Classifying systems is hard. The eye test led to the nomenclature of Sigi's Game. This developed into a crossing intense system, particularly in 2012 and early 2013. Lately the attack is more direct and intermittently effective.
But there is another way to classify systems. Until today using statistics and league averages was difficult to do for Major League Soccer. Then WhoScored.com launched their coverage of MLS. It is very data dense. Figuring out what matters and what doesn't will take time and a willingness to be wrong.
Built out of data that should be familiar to Sounder at Heart readers the team summary has the first surprise.
That line at the bottom may be most important. This is built out of league data and compared to the league. Comparing the Sounders to Arsenal or Barcelona serves a purpose when talking about how to do things in the future, but comparing them to the Galaxy, Goats and the rest is more useful in the day-to-day of an MLS analyst.
So you may think that Seattle uses the cross more than other teams, but they do not. You may think that Sigi wants his players to use the long ball more than other teams, but that is also not true. They are in fact 15th in the league by both measures. They may choose the wrong time to use these tactics, but their frequency is not high.
You can actually look at the data and see which players are most effective at the long ball - it's Osvaldo Alonso. In fact Osvaldo Alonso is just awesome. Look here and search for his weaknesses. We'll give you a moment.

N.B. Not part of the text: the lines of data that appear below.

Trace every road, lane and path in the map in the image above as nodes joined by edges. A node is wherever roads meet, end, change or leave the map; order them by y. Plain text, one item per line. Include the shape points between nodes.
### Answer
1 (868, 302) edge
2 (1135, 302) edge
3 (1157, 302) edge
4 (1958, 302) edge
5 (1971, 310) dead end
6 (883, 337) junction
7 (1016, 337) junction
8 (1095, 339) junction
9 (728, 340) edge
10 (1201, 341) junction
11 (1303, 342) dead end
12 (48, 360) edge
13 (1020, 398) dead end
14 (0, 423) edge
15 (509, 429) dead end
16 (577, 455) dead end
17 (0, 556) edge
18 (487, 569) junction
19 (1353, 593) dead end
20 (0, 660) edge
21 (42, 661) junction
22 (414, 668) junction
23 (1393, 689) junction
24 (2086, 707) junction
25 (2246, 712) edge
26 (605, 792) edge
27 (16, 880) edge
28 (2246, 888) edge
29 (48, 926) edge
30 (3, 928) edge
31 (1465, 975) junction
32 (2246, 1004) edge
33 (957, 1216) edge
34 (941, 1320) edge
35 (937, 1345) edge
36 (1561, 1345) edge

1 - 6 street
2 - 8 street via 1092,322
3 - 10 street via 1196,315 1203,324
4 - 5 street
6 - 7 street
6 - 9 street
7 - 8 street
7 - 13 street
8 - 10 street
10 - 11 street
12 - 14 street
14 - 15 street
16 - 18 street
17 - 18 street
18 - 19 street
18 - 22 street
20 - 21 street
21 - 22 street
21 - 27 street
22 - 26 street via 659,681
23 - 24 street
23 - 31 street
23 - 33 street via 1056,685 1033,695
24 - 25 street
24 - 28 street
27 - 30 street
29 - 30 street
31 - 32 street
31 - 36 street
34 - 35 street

Yes, SaH recently stated that Alonso is amazing. That's because it really is true. He is in fact rated through WhoScored as the second best player in the league. Seattle's defense actually rates quite well.
Again, it will take time to sift through all the data and figure out how to apply it in previews, recaps and season long analysis.
But an initial look at Chivas USA shows that their old style and weaknesses (these may change with a new coach) are vulnerable to what Seattle does well.